## [WHAT THE EXERCISE ASKS]
Using the records that follow, count the lines containing the word "image" and give that number only.

[RECORDS PROVIDED — start]

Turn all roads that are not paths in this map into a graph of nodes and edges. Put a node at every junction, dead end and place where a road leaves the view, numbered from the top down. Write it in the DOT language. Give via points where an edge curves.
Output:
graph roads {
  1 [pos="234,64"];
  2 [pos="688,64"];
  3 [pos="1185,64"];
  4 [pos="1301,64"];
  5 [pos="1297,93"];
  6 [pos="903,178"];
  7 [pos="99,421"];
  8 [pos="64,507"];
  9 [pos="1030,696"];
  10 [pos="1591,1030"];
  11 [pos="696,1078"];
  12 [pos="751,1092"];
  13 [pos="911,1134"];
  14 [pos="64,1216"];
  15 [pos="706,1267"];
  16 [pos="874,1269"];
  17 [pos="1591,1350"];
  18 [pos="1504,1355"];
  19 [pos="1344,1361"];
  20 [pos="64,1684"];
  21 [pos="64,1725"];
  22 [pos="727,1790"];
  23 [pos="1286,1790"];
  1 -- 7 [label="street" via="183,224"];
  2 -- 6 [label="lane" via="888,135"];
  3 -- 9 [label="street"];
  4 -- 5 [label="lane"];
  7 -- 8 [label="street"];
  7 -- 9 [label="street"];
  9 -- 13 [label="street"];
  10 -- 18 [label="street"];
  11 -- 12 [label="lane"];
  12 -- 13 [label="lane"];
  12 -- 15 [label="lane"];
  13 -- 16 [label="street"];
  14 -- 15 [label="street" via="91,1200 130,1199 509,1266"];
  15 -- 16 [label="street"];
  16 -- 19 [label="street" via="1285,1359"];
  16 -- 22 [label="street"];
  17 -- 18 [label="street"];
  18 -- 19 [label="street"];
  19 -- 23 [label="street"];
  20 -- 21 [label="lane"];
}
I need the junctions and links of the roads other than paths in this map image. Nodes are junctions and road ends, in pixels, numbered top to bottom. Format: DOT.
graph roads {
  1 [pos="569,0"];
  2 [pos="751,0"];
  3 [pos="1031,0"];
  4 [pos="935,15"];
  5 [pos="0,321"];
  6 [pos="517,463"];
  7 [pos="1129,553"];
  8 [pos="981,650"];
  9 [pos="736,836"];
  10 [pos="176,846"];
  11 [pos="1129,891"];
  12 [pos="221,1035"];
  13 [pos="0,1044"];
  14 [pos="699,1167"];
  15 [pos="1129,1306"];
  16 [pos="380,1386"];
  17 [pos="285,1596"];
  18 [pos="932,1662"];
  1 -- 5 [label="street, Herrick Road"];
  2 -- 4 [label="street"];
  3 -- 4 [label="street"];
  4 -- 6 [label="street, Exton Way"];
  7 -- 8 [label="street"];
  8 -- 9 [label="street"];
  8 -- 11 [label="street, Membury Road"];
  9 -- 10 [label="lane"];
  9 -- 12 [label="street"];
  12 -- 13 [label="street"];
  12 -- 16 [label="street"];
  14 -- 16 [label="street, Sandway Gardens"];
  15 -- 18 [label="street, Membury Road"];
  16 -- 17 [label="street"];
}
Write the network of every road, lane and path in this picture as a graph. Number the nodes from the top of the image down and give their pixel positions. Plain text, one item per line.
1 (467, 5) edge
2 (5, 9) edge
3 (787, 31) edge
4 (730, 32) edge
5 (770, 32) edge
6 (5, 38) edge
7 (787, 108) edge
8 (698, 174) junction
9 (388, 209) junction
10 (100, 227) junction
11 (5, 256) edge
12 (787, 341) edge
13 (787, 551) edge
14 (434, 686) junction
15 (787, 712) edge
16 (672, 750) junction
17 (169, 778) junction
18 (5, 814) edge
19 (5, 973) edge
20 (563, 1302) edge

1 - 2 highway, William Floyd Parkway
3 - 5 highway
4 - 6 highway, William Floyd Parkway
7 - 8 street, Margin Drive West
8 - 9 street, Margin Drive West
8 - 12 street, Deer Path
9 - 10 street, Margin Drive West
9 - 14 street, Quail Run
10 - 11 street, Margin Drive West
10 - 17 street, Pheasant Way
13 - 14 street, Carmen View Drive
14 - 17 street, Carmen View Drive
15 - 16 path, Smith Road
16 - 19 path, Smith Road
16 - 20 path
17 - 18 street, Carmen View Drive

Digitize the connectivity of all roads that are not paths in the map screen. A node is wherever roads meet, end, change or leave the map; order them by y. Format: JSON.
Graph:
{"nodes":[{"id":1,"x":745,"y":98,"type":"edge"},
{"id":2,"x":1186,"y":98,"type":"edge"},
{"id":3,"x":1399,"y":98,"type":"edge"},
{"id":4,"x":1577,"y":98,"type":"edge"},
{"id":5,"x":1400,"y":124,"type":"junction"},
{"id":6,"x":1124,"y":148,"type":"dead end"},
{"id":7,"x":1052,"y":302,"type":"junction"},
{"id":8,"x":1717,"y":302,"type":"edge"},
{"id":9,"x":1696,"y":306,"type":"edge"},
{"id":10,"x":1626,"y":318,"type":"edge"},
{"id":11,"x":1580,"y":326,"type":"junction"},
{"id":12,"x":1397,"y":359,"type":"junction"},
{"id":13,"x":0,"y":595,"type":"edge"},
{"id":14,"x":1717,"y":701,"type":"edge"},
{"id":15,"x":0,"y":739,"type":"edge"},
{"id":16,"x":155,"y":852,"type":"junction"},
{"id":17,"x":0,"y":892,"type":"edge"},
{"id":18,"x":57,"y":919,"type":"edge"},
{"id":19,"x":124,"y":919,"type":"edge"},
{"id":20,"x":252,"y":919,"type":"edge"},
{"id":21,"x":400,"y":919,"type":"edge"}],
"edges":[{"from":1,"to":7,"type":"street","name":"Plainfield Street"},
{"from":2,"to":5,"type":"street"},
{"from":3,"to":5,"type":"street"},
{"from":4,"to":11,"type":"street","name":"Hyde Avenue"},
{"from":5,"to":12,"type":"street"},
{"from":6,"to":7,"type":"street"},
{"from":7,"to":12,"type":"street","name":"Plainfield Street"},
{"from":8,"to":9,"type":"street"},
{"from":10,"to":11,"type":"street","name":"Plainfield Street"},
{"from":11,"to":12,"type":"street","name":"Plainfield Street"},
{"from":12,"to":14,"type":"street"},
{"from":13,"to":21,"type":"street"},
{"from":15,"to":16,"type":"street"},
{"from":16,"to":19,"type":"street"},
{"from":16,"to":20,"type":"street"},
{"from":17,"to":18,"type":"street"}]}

[RECORDS PROVIDED — finish]

## [ANSWER SPACE]
2